Sometimes it feels like Utah Valley is the MLM capital of the world. Perhaps there are other clusters of towns, maybe in the midwest or the south, where tight familial bonds and lots of religious affinity pave the way for Multi-Level Marketing to the point that the MLMs set up worldwide headquarters. Perhaps not.

I hope not. One place like this on earth is puh-lenty, let me tell you.

We've got NuSkin, Neways, and Noni-Juice headquartered here in the valley, but they're just far enough apart that you couldn't take them all out with the same nuke. Especially since, if their various claims are to be believed, those consuming their products will quickly recover from a nuclear strike.

Mostly I've avoided them all. Once in a while a gift basket shows up with some crap or another in it. My favorite was the scented Neways oils. I like scented oils. Granted, I like to PICK the scents, and these were none I would have picked, but it was nice sampling stuff that I MIGHT have liked.

I was at Chalain's last night hammering on some ideas for a Schlock MUD. One of his nephews had a bottle of Noni juice, and I admit that I let my curiousity get the better of me.

First, some background. Apparently a researcher determined that a precursor to an alkaloid he dubbed xeronine (it's got an "x" in it... he's full of himself) critical to some cellular functions in plants, animals, humans, and even multi-level-marketers is found in high concentrations in the Noni plant. Had he been working for Pfizer or Wyeth we might have seen peer research and FDA-approved Xeronine pills. Nope. What we got from him was an endorsement for "all natural" Noni-juice.

The list of things this stuff is supposed to cure reads like the back of a 19th-century bottle of snake-oil: "high blood pressure, menstrual cramps, arthritis, gastric ulcers, sprains, injuries, mental depression, senility, poor digestion, atherosclerosis, blood vessel problems, addiction, relief for pain and many others."

Wow. Sign me up for THAT ride.

I read the ingredients on the bottle. The Morinda brand of Noni has a blend of juices in it, including blueberry and grape, but featuring the amazing Morinda Citrifolia, or Noni. Okay, fine. Fruit juice, with one weird fruit. I'll try it.
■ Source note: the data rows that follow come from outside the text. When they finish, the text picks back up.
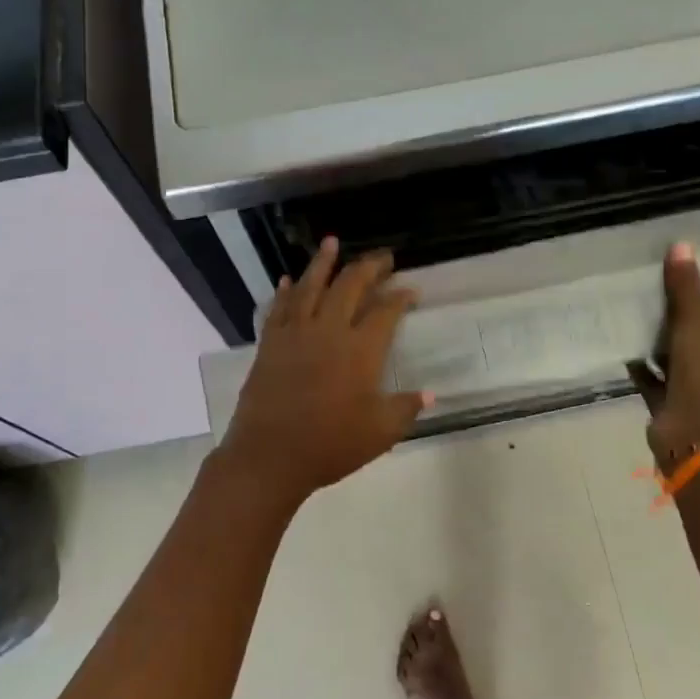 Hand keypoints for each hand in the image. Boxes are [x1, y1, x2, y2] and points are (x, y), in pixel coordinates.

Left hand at [218, 238, 430, 508]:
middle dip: (369, 267)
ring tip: (332, 242)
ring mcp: (295, 334)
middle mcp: (328, 331)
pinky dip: (286, 291)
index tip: (410, 290)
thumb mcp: (380, 432)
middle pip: (350, 287)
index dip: (400, 297)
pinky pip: (279, 308)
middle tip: (383, 257)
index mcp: (360, 350)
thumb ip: (405, 408)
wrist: (269, 456)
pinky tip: (290, 279)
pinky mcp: (269, 344)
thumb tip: (430, 394)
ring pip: (311, 287)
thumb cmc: (330, 445)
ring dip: (323, 262)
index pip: (385, 311)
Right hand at [628, 243, 699, 466]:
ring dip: (658, 349)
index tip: (692, 296)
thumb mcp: (697, 325)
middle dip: (682, 330)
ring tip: (635, 319)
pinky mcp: (669, 406)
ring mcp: (694, 391)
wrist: (695, 433)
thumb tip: (682, 244)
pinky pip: (651, 381)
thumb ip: (687, 289)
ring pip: (675, 363)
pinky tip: (622, 348)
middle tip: (657, 302)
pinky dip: (640, 368)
First I smelled the bottle. It smelled like all the berries, grapes, and nonis had been lovingly pressed between the butt-cheeks of a 300-pound polynesian man on a strict diet of cheeseburgers.
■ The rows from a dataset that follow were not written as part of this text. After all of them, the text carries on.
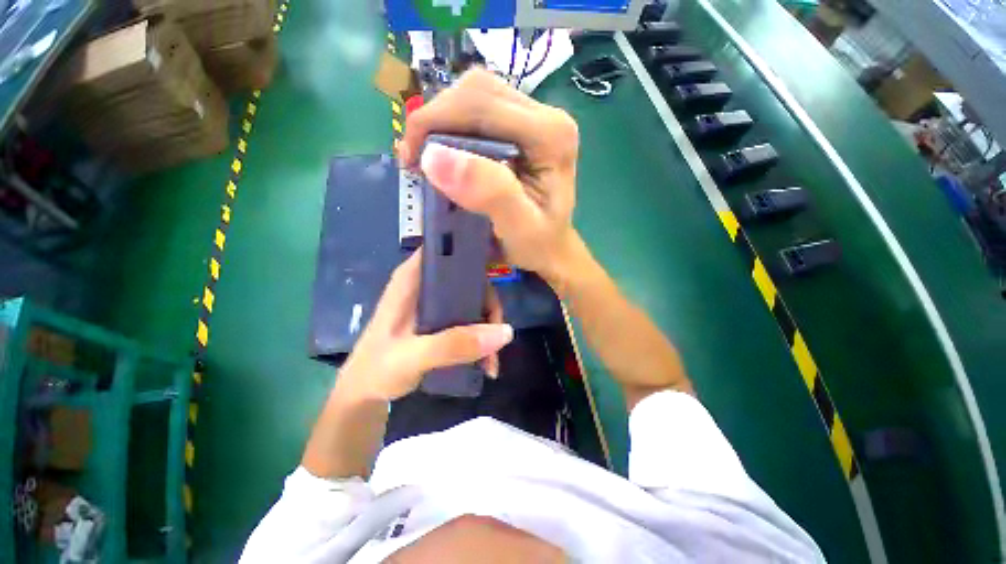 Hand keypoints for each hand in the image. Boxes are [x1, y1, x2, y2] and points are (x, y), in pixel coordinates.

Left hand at [337, 250, 512, 401]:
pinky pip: (470, 319)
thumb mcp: (413, 357)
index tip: (500, 262)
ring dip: (488, 327)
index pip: (446, 246)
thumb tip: (505, 332)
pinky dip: (481, 338)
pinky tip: (486, 362)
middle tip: (498, 335)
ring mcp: (435, 303)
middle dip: (489, 305)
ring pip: (474, 300)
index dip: (474, 249)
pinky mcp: (441, 320)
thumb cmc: (377, 369)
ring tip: (492, 359)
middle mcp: (427, 284)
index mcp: (413, 278)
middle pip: (469, 278)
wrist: (365, 394)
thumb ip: (454, 344)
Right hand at [400, 68, 580, 287]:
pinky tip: (444, 153)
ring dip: (441, 123)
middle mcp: (547, 116)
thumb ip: (489, 193)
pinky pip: (478, 112)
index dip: (434, 121)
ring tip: (426, 158)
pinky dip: (452, 129)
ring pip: (474, 97)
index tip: (410, 159)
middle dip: (435, 120)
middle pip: (477, 91)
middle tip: (414, 160)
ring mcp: (536, 118)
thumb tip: (435, 156)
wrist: (551, 248)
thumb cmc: (539, 245)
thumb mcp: (519, 229)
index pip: (481, 104)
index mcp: (551, 135)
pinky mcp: (523, 127)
The taste was about the same.

That was enough for me. Anything that tastes this bad HAS to be good for you, right? I mean, eating your own feces and drinking your own urine are proven remedies for... no, wait. They're not.

Okay... Google-time. Initial search terms included "Noni" and "snake-oil."
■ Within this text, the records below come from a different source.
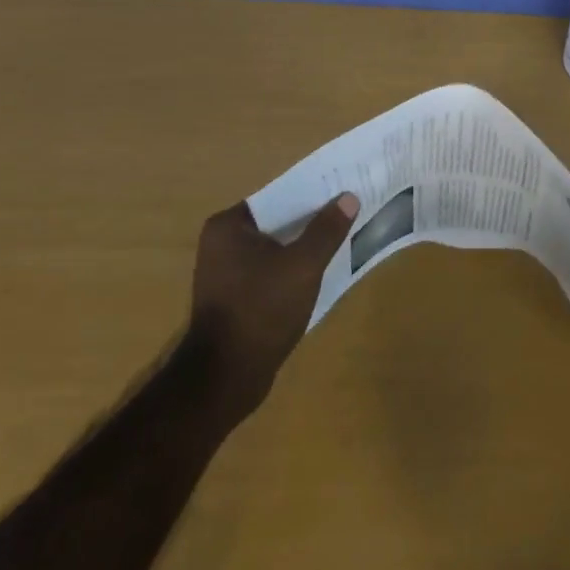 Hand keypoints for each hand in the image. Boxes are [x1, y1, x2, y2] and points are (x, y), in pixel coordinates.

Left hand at [183, 194, 359, 420]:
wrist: (226, 376)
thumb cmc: (262, 310)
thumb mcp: (303, 265)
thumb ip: (326, 230)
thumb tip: (348, 197)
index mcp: (228, 227)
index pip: (277, 197)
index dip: (311, 194)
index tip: (341, 193)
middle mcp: (220, 244)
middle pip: (277, 223)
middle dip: (310, 222)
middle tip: (347, 216)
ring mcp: (225, 274)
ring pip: (275, 250)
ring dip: (303, 248)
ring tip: (340, 242)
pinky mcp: (234, 299)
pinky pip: (269, 273)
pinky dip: (292, 271)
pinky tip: (318, 276)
I found no peer support for the original Noni-claims, and loads of "if it sounds too good to be true, that's because IT IS" articles. My very favorite article, however, described how Xeronine made a sewage-processing plant less smelly and more productive.

I can only assume that in the volumes they were using they were not paying the $40/bottle price for their sewage additive. And I'm betting the straight xeronine they used was NOT butt-pressed, or their odor problems would have gotten WORSE rather than better.